Sembrava che tutta la stanza protendesse nell’attesa. L’aria stessa era pervasa di tensione.
Susan era incapace di star ferma e girava per la cabina, tormentandosi le mani, il vestito, i capelli.
Aréf tarkaan era con lei, entrambi restavano in silenzio, senza guardarsi.
Quando lo aveva visto rientrare, l’aveva aggredito con schiaffi e parole. Il capitano delle guardie però non aveva ribattuto e si era limitato a dirle che l’avrebbe imbavagliata di nuovo se non si fosse calmata.
Una situazione assurda, quasi patetica. Uno dei suoi nemici era lì e lei non faceva nulla. Ma cosa poteva fare? Aréf era armato, lei no. Lui era un uomo, alto, robusto. Lei era una donna, e anche se era in grado di combattere ed era Primo Arciere di Narnia, era molto più debole di lui.
Susan aveva riflettuto ed era giunta alla conclusione che, legata e imbavagliata, non sarebbe stata di nessun aiuto a Caspian, per cui cercò di restar buona.
Passò in rassegna tutte le possibilità, anche le più remote o le più assurde. Immaginava di uscire di lì, di correre con Caspian attraverso i corridoi della nave, salire sul ponte e trovare il modo per tornare al Veliero dell’Alba. Sì lo immaginava, ma tanto valeva immaginare di avere le ali. Come se ne sarebbero andati? A nuoto? Oh, certo, e i soldati di Rabadash non sarebbero mai riusciti a raggiungerli, vero?
“Smettetela di andare avanti e indietro” disse Aréf d’un tratto, osservandola con la coda dell’occhio. “Mi fate venire mal di testa”
Susan si fermò e lo fissò, poi ricominciò a camminare, ignorando la protesta. Infine si decise a parlargli.
“Dove hanno portato Caspian?”
“Non lo so” fece l’uomo, la schiena rigida, le mani dietro di essa.
“Mentite”
“Non rientra negli ordini che mi sono stati impartiti informarvi dell’attuale situazione del Re di Narnia”
Susan sospirò e gli voltò le spalle. “Non avete nemmeno un briciolo di umanità?” chiese esasperata, tornando a guardarlo, e fu allora che notò in lui qualcosa.
“Gli somigliate”
Aréf si girò appena verso di lei.
“A Emeth”
Il capitano ebbe un fremito e tornò a fissare il vuoto davanti a sé.

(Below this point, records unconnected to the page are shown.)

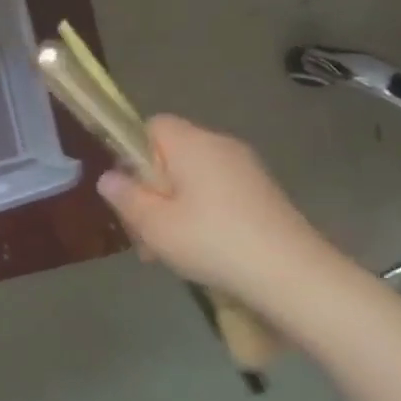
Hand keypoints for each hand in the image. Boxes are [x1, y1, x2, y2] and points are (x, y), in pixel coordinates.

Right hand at [95, 115, 332, 299]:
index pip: (152, 125)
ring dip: (172, 207)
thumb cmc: (212, 241)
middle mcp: (221, 146)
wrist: (292, 275)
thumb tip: (108, 177)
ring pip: (192, 178)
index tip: (130, 189)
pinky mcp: (262, 194)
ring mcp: (246, 170)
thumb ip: (125, 196)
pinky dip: (200, 214)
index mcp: (192, 144)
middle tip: (142, 231)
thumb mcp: (153, 223)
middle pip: (170, 155)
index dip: (133, 152)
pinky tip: (198, 250)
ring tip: (165, 250)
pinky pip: (216, 193)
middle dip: (151, 188)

Susan sospirò ancora e sedette pesantemente sul letto.
“Lui somiglia alla madre, non a me” rispose all’improvviso Aréf, cogliendola di sorpresa.
La ragazza lo fissò per qualche istante prima che lui parlasse di nuovo.
“Come fate a conoscere mio figlio? Credevo non foste voi la donna che portò a bordo tempo fa”
“No, non ero io” ammise la Regina, alzandosi “Ma lo conosco perché è…”
Si fermò.
Faceva bene a dirglielo? Dopotutto era un rischio rivelare la posizione di Emeth, ma era sempre suo padre…
“Sta bene?” chiese Aréf, la voce che tradiva la commozione nel sentir parlare del figlio.
“Sì. E’ al sicuro, di questo potete stare tranquillo. Dove si trova ora, nessuno gli farà del male”
Avanzò verso il capitano, le mani strette l’una nell’altra.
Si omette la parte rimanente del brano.